» WHAT YOU ARE ASKED TO DO: The records below should be copied in full, exactly as shown.

[Records excerpted from a collection]
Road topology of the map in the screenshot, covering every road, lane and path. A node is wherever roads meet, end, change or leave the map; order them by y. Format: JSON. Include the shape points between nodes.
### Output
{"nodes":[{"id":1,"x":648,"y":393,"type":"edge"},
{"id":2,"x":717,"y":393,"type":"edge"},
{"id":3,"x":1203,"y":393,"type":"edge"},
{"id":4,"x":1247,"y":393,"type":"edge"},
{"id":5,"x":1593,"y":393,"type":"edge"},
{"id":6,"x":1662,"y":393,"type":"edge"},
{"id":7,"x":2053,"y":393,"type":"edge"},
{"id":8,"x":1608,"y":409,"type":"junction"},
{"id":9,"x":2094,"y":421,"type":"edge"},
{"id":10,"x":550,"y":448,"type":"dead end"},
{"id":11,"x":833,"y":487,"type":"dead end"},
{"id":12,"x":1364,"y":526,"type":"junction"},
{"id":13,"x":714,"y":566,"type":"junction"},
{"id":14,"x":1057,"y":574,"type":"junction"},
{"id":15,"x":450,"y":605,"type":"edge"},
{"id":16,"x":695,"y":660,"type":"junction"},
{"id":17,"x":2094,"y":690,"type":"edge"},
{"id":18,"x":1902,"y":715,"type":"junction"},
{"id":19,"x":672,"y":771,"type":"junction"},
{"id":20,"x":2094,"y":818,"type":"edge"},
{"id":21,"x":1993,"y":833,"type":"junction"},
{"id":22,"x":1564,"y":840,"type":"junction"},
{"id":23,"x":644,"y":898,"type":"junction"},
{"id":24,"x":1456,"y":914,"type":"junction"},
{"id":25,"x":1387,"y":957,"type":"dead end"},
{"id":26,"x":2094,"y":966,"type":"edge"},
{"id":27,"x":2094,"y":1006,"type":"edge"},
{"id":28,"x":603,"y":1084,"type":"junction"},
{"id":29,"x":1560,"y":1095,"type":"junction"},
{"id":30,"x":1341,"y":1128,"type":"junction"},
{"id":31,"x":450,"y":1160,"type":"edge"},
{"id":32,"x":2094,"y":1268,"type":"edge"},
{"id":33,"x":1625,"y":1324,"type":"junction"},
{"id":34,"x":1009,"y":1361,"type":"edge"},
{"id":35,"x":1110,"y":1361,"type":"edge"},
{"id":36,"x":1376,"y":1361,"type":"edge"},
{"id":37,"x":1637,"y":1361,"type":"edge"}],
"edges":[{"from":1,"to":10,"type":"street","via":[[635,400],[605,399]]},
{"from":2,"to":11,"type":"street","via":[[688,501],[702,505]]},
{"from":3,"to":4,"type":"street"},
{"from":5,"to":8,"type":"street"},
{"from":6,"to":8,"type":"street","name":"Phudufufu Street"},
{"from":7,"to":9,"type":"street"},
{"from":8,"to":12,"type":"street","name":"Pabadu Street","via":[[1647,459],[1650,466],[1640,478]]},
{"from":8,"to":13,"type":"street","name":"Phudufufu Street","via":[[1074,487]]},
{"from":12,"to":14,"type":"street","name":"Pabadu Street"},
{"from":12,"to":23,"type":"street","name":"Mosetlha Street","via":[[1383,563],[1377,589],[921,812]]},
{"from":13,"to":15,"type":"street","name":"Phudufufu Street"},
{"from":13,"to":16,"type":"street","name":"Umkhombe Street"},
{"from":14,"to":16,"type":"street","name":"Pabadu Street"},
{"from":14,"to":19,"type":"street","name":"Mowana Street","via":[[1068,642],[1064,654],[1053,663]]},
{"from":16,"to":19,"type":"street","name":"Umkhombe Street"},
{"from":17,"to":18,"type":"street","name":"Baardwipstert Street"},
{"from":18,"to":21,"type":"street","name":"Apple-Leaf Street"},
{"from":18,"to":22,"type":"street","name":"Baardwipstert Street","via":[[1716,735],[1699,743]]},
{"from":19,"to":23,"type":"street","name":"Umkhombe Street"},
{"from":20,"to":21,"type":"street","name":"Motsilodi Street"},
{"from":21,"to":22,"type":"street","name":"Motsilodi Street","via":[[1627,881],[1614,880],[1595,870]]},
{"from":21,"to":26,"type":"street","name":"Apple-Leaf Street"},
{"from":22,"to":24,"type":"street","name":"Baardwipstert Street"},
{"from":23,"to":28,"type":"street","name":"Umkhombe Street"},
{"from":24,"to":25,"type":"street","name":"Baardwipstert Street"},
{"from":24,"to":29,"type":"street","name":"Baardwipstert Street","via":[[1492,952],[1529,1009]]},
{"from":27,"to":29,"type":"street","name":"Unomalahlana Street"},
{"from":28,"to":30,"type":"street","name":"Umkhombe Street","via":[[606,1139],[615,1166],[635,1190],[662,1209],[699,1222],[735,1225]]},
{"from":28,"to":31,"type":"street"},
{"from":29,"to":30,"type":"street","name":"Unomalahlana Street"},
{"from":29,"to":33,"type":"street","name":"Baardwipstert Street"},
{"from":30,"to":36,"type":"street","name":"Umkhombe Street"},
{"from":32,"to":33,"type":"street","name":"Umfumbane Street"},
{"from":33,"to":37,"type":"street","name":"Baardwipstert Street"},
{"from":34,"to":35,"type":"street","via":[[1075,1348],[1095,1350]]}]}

» RESPONSE FOR THIS EXERCISE:
Road topology of the map in the screenshot, covering every road, lane and path. A node is wherever roads meet, end, change or leave the map; order them by y. Format: JSON. Include the shape points between nodes.
### Output
{"nodes":[{"id":1,"x":648,"y":393,"type":"edge"},
{"id":2,"x":717,"y":393,"type":"edge"},
{"id":3,"x":1203,"y":393,"type":"edge"},
{"id":4,"x":1247,"y":393,"type":"edge"},
{"id":5,"x":1593,"y":393,"type":"edge"},
{"id":6,"x":1662,"y":393,"type":"edge"},
{"id":7,"x":2053,"y":393,"type":"edge"},
{"id":8,"x":1608,"y":409,"type":"junction"},
{"id":9,"x":2094,"y":421,"type":"edge"},
{"id":10,"x":550,"y":448,"type":"dead end"},
{"id":11,"x":833,"y":487,"type":"dead end"},
{"id":12,"x":1364,"y":526,"type":"junction"},
{"id":13,"x":714,"y":566,"type":"junction"},
{"id":14,"x":1057,"y":574,"type":"junction"},
{"id":15,"x":450,"y":605,"type":"edge"},
{"id":16,"x":695,"y":660,"type":"junction"},
{"id":17,"x":2094,"y":690,"type":"edge"},
{"id":18,"x":1902,"y":715,"type":"junction"},
{"id":19,"x":672,"y":771,"type":"junction"},
{"id":20,"x":2094,"y":818,"type":"edge"},
{"id":21,"x":1993,"y":833,"type":"junction"},
{"id":22,"x":1564,"y":840,"type":"junction"},
{"id":23,"x":644,"y":898,"type":"junction"},
{"id":24,"x":1456,"y":914,"type":"junction"},
{"id":25,"x":1387,"y":957,"type":"dead end"},
{"id":26,"x":2094,"y":966,"type":"edge"},
{"id":27,"x":2094,"y":1006,"type":"edge"},
{"id":28,"x":603,"y":1084,"type":"junction"},
{"id":29,"x":1560,"y":1095,"type":"junction"},
{"id":30,"x":1341,"y":1128,"type":"junction"},
{"id":31,"x":450,"y":1160,"type":"edge"},
{"id":32,"x":2094,"y":1268,"type":"edge"},
{"id":33,"x":1625,"y":1324,"type":"junction"},
{"id":34,"x":1009,"y":1361,"type":"edge"},
{"id":35,"x":1110,"y":1361,"type":"edge"},
{"id":36,"x":1376,"y":1361,"type":"edge"},
{"id":37,"x":1637,"y":1361,"type":"edge"}],
"edges":[{"from":1,"to":10,"type":"street","via":[[635,400],[605,399]]},
{"from":2,"to":11,"type":"street","via":[[688,501],[702,505]]},
{"from":3,"to":4,"type":"street"},
{"from":5,"to":8,"type":"street"},
{"from":6,"to":8,"type":"street","name":"Phudufufu Street"},
{"from":7,"to":9,"type":"street"},
{"from":8,"to":12,"type":"street","name":"Pabadu Street","via":[[1647,459],[1650,466],[1640,478]]},
{"from":8,"to":13,"type":"street","name":"Phudufufu Street","via":[[1074,487]]},
{"from":12,"to":14,"type":"street","name":"Pabadu Street"},
{"from":12,"to":23,"type":"street","name":"Mosetlha Street","via":[[1383,563],[1377,589],[921,812]]},
{"from":13,"to":15,"type":"street","name":"Phudufufu Street"},
{"from":13,"to":16,"type":"street","name":"Umkhombe Street"},
{"from":14,"to":16,"type":"street","name":"Pabadu Street"},
{"from":14,"to":19,"type":"street","name":"Mowana Street","via":[[1068,642],[1064,654],[1053,663]]},
{"from":16,"to":19,"type":"street","name":"Umkhombe Street"},
{"from":17,"to":18,"type":"street","name":"Baardwipstert Street"},
{"from":18,"to":21,"type":"street","name":"Apple-Leaf Street"},
{"from":18,"to":22,"type":"street","name":"Baardwipstert Street","via":[[1716,735],[1699,743]]},
{"from":19,"to":23,"type":"street","name":"Umkhombe Street"},
{"from":20,"to":21,"type":"street","name":"Motsilodi Street"},
{"from":21,"to":22,"type":"street","name":"Motsilodi Street","via":[[1627,881],[1614,880],[1595,870]]},
{"from":21,"to":26,"type":"street","name":"Apple-Leaf Street"},
{"from":22,"to":24,"type":"street","name":"Baardwipstert Street"},
{"from":23,"to":28,"type":"street","name":"Umkhombe Street"},
{"from":24,"to":25,"type":"street","name":"Baardwipstert Street"},
{"from":24,"to":29,"type":"street","name":"Baardwipstert Street","via":[[1492,952],[1529,1009]]},
{"from":27,"to":29,"type":"street","name":"Unomalahlana Street"},
{"from":28,"to":30,"type":"street","name":"Umkhombe Street","via":[[606,1139],[615,1166],[635,1190],[662,1209],[699,1222],[735,1225]]},
{"from":28,"to":31,"type":"street"},
{"from":29,"to":30,"type":"street","name":"Unomalahlana Street"},
{"from":29,"to":33,"type":"street","name":"Baardwipstert Street"},
{"from":30,"to":36,"type":"street","name":"Umkhombe Street"},
{"from":32,"to":33,"type":"street","name":"Umfumbane Street"},
{"from":33,"to":37,"type":"street","name":"Baardwipstert Street"},
{"from":34,"to":35,"type":"street","via":[[1075,1348],[1095,1350]]}]}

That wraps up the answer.